What’s the natural or artificial barrier to entry in the fitness wearable market? It seems highly competitive to me.


The natural/artificial barrier is the data silo created by the fitness tracking. Monopoly isn't necessarily the right word, but it is rather frustrating that all these smartwatches by default beam all of your biometrics into a non-hippa-compliant datastore, and that these datastores don't interoperate.

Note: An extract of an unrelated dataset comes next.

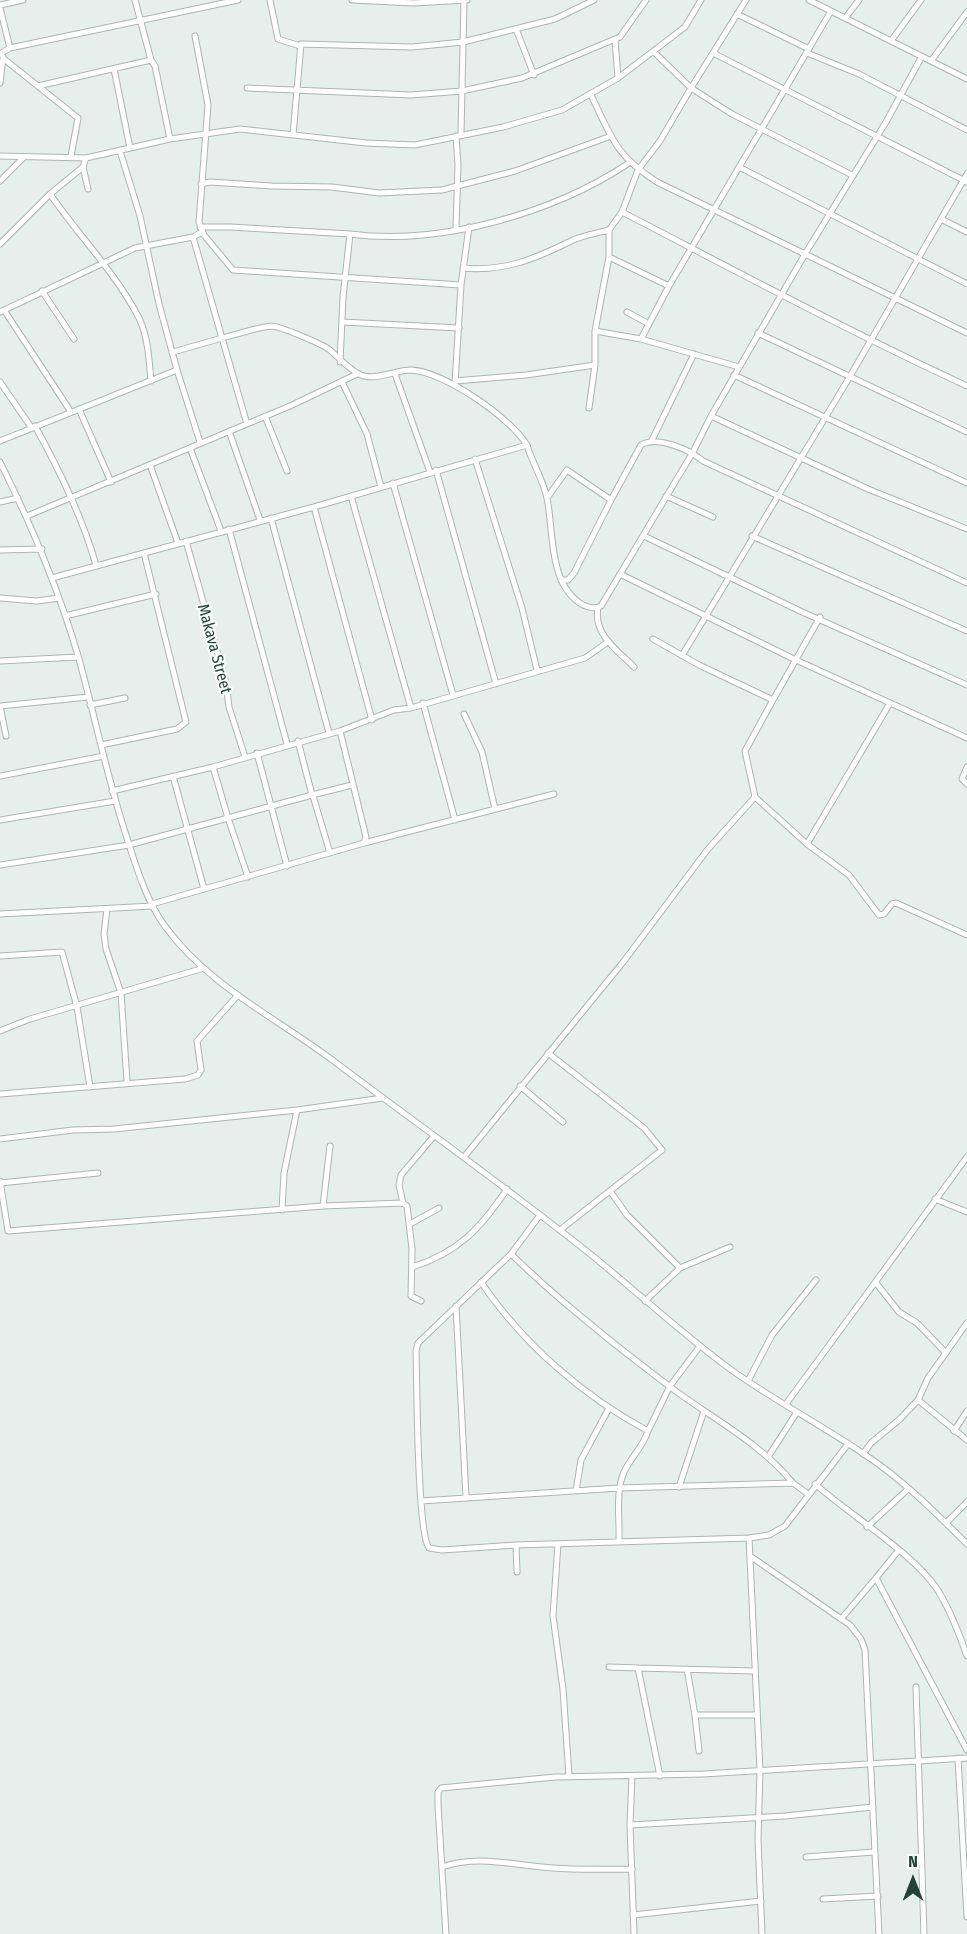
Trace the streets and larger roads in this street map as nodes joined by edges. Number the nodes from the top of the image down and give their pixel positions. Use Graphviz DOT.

It's really tricky because right now Garmin, Fitbit, Apple, and the others are all basically financing their data portals through device sales. Which makes sense because I wouldn't have paid a subscription for it before I bought the watch, but now that I have the watch (Garmin) it is an invaluable service. But it seems wrong that the watch manufacturer owns the data - I would like a data storage company with strong privacy guarantees and strong analytics. But I'm not sure I trust any of these companies, it seems like they're all trying to figure out how to monetize my data by selling analytics to third-parties. (Even Apple.)


The user data is valuable, it could even create some degree of individual user lock-in. Lock-in becomes barrier to entry as the market becomes saturated. I’m not sure how many people feel that strongly about keeping long-term historical fitness data.

If the data creates powerful network effects in a way that results in a winner-take-all effect then in theory a monopoly could emerge even before market saturation. Is there a strong case for that?

App developers will want to create apps for devices that are popular, so that is an effect. Eventually enough apps could potentially create a barrier to entry, if “volume of apps” is the buying criteria.

But often the volume of apps is pretty irrelevant. Show a user a compelling experience with 10 mind-blowing apps and you can still compete against an App Store filled largely with trash.

In the end it’s a couple hundred dollar device you put on your wrist. There may be extremely compelling products that have large market share, but I’m just not seeing how that can become a monopoly.



Of course I personally don't agree with it, but this is the official stance on the EU side: https://ec.europa.eu/commission/presscorner/detail/en/IP_20_...


Nah, the watch is nothing but a gimmick. My bet is most people who try it won't buy a second one and will even stop using the first one. Taking off and on every day to charge is a huuuuge hassle , its much worse than a phone that naturally lends itself to being charged (because it rests on a desk anyway usually). But most of all the utility is not there, it wanes fast and the whole "breathe" thing is just ridiculous. The mi band is like $30 and lasts for a whole month on a single charge. Garmin watches seem to be popular with sports enthusiasts. "Normal" people dont have a use for a daily-charger phone. It's mostly a fashion item for all i know, one that needs extra effort.


No one wears a watch 24/7. At the minimum they will take it off to shower since most bands tend to hold water for ages. A shower time on the charger is enough to charge the watch. The Mi band is amazing for the price but its a totally different product.


i never - ever took off my watch when i wore one. Same with the mi band for a short time that i used it. But ultimately i don't see the value of watches in general.